INPUT MATERIAL Start Marker

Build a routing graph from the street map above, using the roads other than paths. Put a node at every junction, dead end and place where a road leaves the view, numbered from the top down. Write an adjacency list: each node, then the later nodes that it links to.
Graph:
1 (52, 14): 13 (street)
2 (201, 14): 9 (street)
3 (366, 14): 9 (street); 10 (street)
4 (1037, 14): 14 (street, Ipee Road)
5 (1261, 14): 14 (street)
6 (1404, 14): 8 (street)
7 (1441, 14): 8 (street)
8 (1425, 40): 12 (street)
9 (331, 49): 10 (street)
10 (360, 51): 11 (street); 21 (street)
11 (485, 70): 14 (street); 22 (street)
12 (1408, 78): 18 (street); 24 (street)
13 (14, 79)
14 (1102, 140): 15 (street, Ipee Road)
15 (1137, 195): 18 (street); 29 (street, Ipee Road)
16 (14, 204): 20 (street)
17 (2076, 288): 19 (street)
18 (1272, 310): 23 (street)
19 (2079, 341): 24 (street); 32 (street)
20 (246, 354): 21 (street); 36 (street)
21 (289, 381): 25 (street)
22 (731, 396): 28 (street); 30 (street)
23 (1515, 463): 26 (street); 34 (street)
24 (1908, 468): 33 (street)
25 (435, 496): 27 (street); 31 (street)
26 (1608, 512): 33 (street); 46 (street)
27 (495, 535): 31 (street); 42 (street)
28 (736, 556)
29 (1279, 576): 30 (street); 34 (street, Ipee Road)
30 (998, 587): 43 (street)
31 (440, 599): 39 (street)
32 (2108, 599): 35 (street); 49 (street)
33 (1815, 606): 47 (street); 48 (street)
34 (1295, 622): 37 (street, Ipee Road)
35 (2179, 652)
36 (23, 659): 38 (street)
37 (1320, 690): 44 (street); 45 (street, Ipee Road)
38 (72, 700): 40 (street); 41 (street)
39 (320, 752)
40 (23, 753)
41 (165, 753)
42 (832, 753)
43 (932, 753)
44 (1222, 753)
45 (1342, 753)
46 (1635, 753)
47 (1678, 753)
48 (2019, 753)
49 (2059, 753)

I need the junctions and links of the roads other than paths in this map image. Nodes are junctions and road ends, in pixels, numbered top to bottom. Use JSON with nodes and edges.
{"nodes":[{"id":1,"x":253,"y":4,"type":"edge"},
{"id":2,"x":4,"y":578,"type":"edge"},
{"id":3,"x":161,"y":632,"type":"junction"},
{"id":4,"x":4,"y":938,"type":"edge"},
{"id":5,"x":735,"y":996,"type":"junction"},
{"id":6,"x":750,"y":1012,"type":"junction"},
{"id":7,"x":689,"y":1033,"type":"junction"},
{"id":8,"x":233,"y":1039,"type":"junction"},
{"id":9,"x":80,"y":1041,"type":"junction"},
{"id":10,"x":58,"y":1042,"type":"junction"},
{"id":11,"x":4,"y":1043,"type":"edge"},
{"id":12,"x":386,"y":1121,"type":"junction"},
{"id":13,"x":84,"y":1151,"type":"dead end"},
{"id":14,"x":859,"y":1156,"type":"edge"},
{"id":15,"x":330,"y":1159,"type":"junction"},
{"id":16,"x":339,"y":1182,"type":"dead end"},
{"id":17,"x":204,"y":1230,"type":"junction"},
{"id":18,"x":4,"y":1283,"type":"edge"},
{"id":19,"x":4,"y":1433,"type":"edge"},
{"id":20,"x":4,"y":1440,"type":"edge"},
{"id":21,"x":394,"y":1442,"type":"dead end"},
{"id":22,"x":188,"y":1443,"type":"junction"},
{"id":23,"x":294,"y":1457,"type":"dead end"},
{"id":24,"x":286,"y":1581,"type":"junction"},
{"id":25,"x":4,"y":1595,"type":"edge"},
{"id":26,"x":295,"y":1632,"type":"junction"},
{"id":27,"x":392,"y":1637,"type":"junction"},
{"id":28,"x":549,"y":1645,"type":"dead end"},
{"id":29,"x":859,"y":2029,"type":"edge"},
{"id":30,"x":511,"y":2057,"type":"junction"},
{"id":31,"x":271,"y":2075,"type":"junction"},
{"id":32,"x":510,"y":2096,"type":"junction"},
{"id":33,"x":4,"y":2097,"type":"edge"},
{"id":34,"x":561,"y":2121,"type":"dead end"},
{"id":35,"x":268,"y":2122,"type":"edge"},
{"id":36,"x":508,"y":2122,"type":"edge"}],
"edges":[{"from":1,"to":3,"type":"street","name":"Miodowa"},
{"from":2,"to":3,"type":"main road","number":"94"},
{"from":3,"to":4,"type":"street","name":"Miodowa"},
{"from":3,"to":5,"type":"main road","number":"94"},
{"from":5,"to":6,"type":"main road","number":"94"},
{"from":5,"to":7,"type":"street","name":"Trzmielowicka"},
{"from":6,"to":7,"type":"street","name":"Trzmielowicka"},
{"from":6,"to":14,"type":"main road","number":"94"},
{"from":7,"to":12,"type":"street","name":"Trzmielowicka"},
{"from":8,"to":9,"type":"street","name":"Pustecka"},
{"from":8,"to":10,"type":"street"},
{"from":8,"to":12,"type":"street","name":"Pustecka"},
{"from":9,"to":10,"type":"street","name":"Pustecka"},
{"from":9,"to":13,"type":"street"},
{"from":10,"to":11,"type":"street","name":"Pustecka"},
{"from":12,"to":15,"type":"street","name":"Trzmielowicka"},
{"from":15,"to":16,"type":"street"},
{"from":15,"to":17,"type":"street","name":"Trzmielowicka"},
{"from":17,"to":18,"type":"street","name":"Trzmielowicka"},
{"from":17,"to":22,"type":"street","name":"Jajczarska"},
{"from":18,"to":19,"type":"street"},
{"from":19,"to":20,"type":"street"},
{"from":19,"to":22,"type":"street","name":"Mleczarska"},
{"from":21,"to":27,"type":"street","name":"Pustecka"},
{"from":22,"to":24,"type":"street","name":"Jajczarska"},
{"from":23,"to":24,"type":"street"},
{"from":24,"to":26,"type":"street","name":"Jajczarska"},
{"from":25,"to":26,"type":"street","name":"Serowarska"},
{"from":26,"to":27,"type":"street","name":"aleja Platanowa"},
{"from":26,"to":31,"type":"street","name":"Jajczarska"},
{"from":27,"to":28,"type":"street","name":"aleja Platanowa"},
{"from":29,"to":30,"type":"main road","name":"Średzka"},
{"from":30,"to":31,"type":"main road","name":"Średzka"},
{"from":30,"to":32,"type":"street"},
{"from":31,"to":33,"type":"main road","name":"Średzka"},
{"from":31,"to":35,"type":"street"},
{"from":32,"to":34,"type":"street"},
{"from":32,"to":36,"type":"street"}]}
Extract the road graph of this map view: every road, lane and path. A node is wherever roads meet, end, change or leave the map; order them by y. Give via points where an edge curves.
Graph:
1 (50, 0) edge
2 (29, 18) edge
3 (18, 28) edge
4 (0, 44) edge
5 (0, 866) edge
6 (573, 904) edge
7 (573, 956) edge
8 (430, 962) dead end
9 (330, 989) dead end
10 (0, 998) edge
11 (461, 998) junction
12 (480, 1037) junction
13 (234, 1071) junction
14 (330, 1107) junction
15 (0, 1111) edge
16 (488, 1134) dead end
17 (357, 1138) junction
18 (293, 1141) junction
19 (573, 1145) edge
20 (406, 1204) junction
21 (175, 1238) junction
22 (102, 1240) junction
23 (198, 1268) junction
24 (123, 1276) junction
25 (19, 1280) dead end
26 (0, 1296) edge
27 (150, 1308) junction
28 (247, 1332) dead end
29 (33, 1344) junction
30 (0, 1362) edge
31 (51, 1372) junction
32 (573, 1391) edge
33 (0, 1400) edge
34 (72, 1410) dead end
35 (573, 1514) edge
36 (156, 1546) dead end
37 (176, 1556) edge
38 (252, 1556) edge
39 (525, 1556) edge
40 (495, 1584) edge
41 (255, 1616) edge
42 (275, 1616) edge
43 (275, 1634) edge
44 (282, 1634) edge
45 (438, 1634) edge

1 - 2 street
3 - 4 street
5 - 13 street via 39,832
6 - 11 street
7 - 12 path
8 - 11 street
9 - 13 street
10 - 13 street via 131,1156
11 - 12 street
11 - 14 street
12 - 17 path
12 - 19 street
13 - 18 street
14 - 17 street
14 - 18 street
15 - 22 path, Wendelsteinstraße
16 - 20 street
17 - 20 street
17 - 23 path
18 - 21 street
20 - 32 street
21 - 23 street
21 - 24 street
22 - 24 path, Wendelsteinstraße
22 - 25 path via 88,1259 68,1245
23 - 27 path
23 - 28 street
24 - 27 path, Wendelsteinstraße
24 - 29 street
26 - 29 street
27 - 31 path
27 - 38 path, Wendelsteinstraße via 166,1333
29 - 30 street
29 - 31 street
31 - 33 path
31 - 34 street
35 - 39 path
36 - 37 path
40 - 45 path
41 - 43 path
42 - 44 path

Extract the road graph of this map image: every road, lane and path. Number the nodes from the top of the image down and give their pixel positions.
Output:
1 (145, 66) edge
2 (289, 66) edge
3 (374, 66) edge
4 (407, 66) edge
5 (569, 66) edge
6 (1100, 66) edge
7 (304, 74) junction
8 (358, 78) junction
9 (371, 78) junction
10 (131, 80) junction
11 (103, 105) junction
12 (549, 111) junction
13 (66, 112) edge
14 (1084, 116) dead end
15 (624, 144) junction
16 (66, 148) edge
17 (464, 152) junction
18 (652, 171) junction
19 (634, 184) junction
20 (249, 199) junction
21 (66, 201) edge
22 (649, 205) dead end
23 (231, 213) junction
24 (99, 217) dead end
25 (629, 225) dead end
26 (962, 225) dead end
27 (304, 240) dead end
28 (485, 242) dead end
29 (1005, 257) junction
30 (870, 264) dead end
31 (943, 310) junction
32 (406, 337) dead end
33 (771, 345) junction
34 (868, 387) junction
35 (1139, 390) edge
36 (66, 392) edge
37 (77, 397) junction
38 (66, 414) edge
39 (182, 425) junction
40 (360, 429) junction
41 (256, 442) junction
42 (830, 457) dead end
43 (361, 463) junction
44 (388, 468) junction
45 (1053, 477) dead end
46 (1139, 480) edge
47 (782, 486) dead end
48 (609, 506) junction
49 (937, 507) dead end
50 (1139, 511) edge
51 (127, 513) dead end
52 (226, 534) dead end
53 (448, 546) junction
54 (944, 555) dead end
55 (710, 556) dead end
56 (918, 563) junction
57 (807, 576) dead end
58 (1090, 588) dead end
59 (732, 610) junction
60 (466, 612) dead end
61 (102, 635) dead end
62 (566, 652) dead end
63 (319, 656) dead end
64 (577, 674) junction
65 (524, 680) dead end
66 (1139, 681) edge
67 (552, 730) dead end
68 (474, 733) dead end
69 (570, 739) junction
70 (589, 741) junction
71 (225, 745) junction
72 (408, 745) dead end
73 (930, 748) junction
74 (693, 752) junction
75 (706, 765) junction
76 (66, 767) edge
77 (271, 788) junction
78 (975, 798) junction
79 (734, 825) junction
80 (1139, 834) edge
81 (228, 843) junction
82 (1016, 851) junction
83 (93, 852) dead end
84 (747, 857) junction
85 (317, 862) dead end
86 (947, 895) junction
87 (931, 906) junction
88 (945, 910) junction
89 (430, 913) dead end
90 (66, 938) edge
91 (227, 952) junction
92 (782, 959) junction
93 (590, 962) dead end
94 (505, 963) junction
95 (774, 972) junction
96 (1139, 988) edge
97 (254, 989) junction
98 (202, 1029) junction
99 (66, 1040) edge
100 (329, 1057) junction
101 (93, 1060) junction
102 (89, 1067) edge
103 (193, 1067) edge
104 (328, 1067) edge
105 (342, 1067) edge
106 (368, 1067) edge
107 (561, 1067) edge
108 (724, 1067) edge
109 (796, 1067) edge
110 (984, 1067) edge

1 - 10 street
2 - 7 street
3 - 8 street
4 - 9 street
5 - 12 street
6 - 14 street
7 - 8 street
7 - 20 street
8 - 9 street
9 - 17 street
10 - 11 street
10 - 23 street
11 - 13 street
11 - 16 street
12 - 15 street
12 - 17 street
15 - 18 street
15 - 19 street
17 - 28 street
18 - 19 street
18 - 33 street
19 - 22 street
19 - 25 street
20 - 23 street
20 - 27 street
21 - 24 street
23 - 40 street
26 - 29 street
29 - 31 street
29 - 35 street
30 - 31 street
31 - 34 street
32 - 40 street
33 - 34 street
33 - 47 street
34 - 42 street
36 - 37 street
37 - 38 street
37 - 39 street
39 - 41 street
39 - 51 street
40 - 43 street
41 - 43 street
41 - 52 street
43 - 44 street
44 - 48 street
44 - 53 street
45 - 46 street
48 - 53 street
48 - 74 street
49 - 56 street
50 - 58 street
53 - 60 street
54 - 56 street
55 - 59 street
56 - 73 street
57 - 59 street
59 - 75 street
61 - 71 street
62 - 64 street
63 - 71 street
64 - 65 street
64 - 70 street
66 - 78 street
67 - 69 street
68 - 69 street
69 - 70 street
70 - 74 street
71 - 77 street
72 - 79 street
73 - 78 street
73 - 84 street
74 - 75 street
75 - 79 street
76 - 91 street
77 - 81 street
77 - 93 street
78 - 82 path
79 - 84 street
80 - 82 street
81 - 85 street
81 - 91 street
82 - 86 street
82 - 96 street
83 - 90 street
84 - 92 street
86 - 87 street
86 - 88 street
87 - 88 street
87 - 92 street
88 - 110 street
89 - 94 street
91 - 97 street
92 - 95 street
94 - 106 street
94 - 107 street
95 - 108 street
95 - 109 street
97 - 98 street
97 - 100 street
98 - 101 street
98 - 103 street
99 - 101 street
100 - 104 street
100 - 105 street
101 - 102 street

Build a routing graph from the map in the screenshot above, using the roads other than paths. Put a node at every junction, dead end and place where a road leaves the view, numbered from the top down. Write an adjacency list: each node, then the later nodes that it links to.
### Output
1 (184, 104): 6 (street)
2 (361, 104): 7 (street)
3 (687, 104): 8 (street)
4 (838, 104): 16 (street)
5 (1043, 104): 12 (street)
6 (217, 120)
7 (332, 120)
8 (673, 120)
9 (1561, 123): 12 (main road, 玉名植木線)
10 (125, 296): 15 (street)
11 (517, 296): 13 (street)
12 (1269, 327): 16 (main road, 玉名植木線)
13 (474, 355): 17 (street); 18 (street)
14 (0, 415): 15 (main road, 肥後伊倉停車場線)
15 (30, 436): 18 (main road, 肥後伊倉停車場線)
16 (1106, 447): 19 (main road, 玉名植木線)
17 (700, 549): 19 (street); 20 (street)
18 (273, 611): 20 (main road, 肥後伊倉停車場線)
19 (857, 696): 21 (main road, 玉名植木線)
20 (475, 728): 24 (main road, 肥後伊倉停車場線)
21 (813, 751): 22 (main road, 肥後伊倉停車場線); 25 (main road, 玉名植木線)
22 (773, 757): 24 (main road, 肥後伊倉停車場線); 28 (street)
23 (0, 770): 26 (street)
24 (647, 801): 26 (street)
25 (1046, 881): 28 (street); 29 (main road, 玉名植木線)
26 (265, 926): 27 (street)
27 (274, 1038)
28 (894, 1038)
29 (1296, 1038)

INPUT MATERIAL End Marker

§ **WHAT IS REQUIRED**
For the data above, count every line in which the string "玉名植木線" appears, and answer with the count only.

§ **ANSWER FOR THIS EXERCISE**
6